Yesterday the recent terrorist actions of Muslims in Iraq came full circle for me. My husband and I took an alternate route home to Virginia from Pittsburgh so that we could visit the 9/11 Memorial near Shanksville, Pennsylvania. The serene pastoral setting of the Memorial in the central Pennsylvania countryside, where 40 innocent people died on September 11, 2001, stands in stark contrast to the Ground Zero Memorial in New York City and to the graveled plot of land that is the Pentagon Memorial. I have not been to Ground Zero, but I have frequented the Pentagon Memorial to pay respects to those 184 victims of 9-11.

Pentagon Memorial
Relatives and friends have sent us Flat Stanleys, and we have used this educational tool to teach their youngsters about the tragedy at the Pentagon on 9/11.

Our visit to the sacred site near Shanksville left me filled with bitter emotion. There on that quiet, picturesque hillside nearly 13 years ago, forty innocent, brave Americans stood up against the militant America-hating Muslim cowards who highjacked United Airlines Flight 93 that tragic summer day in 2001. Those American heroes saved the lives of many politicians in Washington, D.C., that day, since the flight was intended to crash into the Capitol.

The images of the smoke and fire that erupted when radical Muslim haters caused the Flight 93 crash replicated the recent pictures of smoke and fire in Iraq resulting from radical Muslim haters annihilating those in Iraq who do not live according to the doctrines and standards that they dictate.

ISIS lays siege to Iraqi cities.
Smoke resulting from terrorist activities by ISIS in Iraq.
smoke
Smoke resulting from terrorist actions of Muslims who highjacked Flight 93.

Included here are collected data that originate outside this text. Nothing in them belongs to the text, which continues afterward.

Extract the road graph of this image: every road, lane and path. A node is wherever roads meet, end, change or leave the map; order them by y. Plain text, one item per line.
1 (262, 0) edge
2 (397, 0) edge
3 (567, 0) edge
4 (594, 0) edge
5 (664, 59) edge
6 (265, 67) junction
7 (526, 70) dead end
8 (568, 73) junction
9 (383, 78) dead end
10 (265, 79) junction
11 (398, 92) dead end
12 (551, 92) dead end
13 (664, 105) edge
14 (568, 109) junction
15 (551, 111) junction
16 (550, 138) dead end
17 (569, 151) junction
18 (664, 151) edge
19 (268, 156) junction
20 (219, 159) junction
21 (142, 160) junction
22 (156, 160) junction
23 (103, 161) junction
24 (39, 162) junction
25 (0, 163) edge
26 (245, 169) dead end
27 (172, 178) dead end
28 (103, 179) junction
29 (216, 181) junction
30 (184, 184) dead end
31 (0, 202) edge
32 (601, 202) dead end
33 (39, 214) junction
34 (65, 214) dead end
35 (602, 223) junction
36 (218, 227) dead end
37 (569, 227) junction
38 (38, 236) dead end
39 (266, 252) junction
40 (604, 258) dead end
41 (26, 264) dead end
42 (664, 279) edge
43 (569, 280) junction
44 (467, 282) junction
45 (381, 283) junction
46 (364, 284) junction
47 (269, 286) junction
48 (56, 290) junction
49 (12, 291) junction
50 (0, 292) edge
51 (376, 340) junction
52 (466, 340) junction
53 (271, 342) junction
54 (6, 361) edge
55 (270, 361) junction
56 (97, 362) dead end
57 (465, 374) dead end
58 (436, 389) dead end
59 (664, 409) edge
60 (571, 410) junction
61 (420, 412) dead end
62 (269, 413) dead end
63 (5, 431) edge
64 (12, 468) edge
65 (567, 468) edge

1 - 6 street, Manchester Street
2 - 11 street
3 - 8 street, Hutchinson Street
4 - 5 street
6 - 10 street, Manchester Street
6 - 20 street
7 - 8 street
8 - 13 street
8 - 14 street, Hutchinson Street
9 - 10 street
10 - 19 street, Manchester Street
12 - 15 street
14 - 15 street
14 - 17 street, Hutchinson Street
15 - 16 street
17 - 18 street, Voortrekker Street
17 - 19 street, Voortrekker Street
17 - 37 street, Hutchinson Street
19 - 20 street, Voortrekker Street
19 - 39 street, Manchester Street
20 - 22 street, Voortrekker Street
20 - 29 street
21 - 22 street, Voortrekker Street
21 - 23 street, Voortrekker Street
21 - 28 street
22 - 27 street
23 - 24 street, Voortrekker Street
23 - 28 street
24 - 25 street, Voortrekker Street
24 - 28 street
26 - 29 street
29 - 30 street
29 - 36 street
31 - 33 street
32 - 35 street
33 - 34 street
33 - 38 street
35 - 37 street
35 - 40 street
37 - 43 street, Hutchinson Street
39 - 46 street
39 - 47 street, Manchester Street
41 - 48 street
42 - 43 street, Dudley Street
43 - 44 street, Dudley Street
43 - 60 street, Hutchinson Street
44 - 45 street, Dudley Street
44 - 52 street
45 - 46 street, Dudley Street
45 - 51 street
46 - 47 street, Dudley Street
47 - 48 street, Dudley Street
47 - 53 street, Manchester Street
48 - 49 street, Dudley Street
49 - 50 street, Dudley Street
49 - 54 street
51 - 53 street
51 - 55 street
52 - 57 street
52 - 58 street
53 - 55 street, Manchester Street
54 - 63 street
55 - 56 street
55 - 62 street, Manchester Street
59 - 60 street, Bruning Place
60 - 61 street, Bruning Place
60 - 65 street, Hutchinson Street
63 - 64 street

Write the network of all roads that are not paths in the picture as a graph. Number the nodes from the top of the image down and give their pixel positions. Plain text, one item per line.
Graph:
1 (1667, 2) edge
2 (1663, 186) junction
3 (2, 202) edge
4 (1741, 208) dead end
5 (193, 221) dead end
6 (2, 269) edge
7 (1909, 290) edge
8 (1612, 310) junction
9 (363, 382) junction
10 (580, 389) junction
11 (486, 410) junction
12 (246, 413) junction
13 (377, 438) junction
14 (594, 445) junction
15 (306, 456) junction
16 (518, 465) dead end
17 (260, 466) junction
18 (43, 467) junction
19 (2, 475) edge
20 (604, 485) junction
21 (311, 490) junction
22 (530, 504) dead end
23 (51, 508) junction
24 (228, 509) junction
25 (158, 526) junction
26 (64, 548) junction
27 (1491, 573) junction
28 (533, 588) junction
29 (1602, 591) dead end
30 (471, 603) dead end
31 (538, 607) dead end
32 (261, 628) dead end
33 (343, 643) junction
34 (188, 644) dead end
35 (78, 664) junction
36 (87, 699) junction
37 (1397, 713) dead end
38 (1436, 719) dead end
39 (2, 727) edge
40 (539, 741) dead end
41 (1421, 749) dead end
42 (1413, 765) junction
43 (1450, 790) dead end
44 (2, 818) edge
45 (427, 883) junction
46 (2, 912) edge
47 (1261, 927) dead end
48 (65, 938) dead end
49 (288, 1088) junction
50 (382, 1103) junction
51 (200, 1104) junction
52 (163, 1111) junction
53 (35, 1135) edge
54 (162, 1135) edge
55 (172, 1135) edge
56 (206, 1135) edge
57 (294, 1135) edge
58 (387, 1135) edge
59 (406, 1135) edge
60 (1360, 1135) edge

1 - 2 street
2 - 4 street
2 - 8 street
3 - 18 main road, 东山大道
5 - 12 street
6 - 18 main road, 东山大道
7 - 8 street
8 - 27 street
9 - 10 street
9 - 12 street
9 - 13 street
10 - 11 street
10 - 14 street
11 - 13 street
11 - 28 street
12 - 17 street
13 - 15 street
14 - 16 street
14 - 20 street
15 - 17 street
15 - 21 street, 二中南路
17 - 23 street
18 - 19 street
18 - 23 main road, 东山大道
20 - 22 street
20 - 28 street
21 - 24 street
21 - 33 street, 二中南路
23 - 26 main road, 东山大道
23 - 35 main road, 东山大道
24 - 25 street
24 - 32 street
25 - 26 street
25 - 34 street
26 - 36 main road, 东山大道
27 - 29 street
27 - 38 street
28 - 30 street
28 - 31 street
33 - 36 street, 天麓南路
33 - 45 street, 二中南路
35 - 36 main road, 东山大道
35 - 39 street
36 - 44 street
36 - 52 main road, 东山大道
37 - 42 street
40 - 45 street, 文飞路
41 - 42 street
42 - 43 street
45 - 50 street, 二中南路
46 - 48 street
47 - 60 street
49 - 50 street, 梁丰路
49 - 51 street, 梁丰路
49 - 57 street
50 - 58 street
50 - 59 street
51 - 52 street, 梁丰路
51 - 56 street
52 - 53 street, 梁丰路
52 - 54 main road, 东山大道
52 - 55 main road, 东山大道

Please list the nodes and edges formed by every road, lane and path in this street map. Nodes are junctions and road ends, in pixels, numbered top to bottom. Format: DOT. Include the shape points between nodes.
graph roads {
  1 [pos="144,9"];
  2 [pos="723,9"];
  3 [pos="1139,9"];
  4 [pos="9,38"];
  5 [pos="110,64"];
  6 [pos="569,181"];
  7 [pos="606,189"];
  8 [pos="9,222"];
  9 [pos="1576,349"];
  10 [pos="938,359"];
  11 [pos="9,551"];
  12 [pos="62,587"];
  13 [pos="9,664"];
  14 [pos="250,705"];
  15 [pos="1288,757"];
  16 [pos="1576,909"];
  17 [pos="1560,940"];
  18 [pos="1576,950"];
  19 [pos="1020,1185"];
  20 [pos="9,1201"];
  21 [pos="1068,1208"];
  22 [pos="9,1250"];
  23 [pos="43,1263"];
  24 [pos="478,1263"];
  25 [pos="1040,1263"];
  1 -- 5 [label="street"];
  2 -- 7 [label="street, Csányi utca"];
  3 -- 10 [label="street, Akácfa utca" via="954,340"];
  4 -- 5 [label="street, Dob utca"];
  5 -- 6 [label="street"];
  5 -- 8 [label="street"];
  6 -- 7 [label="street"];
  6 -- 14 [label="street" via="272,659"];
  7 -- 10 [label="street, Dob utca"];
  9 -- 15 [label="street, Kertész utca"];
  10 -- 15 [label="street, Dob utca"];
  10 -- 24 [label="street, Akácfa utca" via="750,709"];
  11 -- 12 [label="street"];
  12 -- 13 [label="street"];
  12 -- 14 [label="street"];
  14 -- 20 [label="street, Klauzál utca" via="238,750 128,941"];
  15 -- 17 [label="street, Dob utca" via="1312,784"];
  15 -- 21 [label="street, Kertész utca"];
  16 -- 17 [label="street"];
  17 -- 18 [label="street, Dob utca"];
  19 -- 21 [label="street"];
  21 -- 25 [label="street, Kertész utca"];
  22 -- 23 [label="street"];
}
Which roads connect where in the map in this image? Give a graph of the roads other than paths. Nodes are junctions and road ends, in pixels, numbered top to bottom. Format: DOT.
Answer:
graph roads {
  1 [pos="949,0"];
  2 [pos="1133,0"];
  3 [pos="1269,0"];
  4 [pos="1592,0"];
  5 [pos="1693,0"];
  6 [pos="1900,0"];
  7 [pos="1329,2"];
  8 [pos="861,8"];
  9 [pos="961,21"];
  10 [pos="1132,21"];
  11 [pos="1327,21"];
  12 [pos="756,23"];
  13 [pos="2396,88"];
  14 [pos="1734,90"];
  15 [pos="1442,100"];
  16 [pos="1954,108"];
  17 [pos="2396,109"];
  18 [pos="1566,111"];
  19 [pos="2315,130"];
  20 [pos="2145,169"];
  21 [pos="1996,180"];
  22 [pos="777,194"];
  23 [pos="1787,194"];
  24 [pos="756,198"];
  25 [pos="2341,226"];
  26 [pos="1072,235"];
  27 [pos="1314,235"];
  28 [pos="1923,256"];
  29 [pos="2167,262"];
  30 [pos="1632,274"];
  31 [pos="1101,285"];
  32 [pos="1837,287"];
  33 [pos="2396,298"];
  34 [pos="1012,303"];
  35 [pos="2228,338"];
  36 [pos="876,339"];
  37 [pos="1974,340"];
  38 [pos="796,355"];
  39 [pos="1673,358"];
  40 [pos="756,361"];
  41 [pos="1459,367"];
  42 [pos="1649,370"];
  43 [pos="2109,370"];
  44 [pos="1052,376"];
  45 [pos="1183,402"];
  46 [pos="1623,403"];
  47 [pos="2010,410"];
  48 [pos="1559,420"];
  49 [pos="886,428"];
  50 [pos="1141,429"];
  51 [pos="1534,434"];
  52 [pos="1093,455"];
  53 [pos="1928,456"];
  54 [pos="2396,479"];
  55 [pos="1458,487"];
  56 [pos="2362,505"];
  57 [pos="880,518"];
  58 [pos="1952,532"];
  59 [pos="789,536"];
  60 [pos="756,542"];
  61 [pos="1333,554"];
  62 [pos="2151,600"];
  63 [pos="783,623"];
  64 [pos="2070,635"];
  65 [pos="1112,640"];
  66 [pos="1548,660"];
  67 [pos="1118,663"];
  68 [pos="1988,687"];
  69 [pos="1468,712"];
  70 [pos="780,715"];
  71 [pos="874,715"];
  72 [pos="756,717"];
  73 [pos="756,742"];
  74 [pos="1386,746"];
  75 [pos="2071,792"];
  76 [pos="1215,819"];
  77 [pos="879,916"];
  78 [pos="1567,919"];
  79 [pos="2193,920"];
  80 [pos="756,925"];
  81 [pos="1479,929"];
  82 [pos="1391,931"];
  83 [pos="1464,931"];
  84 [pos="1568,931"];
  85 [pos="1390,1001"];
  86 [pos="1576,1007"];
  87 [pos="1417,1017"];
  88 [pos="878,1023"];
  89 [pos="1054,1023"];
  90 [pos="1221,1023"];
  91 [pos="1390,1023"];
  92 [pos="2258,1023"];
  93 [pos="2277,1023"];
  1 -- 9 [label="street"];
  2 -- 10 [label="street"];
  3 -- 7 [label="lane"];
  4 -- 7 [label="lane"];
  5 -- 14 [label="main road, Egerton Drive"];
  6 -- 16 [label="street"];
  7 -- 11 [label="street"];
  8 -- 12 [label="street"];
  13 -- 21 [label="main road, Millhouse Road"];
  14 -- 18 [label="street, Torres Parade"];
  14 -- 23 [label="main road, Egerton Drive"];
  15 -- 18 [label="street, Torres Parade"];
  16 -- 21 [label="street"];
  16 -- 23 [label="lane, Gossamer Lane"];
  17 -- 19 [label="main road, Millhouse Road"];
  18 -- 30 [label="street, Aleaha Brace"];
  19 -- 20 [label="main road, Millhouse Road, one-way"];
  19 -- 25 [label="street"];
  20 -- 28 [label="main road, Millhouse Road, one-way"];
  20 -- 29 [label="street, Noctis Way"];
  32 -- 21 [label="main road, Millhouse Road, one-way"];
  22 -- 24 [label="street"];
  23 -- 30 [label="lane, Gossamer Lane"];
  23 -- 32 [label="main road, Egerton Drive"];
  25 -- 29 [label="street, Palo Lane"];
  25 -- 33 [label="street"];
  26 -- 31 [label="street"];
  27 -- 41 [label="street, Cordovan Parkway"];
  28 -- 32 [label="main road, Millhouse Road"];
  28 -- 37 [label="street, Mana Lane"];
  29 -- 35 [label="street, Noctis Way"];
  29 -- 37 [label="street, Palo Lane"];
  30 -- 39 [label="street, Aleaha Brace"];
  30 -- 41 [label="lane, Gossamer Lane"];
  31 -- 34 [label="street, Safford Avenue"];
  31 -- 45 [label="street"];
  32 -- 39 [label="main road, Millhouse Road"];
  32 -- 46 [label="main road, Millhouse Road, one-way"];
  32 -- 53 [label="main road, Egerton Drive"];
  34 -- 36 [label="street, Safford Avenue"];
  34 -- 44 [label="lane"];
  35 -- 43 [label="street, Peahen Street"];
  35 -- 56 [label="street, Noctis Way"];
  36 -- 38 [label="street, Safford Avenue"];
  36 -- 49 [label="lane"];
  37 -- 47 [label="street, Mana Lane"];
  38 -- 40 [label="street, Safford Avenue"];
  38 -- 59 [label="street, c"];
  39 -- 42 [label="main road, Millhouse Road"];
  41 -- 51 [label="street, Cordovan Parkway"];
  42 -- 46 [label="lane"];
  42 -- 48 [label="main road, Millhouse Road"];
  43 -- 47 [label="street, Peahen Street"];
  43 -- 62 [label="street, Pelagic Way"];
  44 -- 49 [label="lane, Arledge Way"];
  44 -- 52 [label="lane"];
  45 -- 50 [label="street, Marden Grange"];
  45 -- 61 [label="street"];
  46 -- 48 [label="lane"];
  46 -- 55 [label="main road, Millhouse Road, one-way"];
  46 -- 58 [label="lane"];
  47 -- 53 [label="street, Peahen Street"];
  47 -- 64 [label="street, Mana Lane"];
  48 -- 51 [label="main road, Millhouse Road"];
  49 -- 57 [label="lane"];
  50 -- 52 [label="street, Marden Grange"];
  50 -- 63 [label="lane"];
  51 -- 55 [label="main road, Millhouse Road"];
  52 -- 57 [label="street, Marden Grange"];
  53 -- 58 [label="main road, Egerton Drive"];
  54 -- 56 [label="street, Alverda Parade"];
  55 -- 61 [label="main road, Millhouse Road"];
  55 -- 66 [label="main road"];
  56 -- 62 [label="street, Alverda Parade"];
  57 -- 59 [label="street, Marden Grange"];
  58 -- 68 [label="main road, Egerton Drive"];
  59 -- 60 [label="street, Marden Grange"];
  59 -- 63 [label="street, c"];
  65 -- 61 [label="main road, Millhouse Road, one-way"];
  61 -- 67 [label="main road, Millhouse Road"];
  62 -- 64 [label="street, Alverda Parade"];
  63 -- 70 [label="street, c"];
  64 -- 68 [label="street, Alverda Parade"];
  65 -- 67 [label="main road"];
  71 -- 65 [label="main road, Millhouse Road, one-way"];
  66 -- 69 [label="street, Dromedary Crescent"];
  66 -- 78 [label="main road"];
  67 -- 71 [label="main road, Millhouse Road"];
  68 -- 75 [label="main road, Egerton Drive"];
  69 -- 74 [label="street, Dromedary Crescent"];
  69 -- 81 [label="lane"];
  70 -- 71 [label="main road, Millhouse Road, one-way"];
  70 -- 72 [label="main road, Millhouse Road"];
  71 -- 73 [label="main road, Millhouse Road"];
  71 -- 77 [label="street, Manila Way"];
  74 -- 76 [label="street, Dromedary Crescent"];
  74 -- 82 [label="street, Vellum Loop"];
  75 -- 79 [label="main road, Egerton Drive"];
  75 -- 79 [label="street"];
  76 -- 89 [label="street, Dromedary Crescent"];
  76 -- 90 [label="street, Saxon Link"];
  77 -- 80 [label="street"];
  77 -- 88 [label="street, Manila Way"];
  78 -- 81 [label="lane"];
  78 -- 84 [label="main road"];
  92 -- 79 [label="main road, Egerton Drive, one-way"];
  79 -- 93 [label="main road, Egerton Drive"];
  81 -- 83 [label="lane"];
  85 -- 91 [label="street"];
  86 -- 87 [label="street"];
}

Looking out across the rolling Pennsylvania fields full of hardy, colorful wildflowers blowing in the wind yesterday, I was transported back to the day in 2001 when Americans came together, united in a common cause and with a common patriotism. Sadly, that was the last time that I can recall feeling that we were ONE nation.

Sign at the Memorial for Flight 93 Memorial.
Sign at the Memorial for Flight 93 Memorial.

In particular, over the last six years we have been divided–intentionally–by the leaders who should be striving to unite us into one nation. The division continues according to race, sex, wealth, political affiliation, gender identity, religion, national origin, and many other lines. Sadly, there is no end in sight to the divisive tactics.

As long as Obama and his media followers–like CNN’s Gloria Borger and Jeremy Diamond and the New Yorker’s David Remnick–pretend that Obama cares about anything other than his own legacy, we will never be united.

Barack Obama should not be reluctant in the fight to aid the persecuted Christians and other non-Muslims in Iraq. He must stop appeasing the progressives who are interested only in furthering their feel-good, anything-goes agenda. Instead, Obama should take a few hours to travel northwest from D.C. for a couple of hours to visit the rolling hills of Pennsylvania, the land of the “bitter clingers.” There, if he takes the time to listen to the spirits of the forty heroes who died on 9/11, he will gain the fortitude to be steadfast in the resolve to finish what we started in Iraq.

Picture of Todd Beamer from a plaque at the crash site.
Picture from a plaque at the crash site.

Like Todd Beamer and the other heroes of Flight 93, Obama could look beyond his own self-interest and have the courage to look the American people in the eye and say in a clear and confident voice: “Let’s roll.”

let's roll rock
Rock commemorating the bravery of passengers on Flight 93.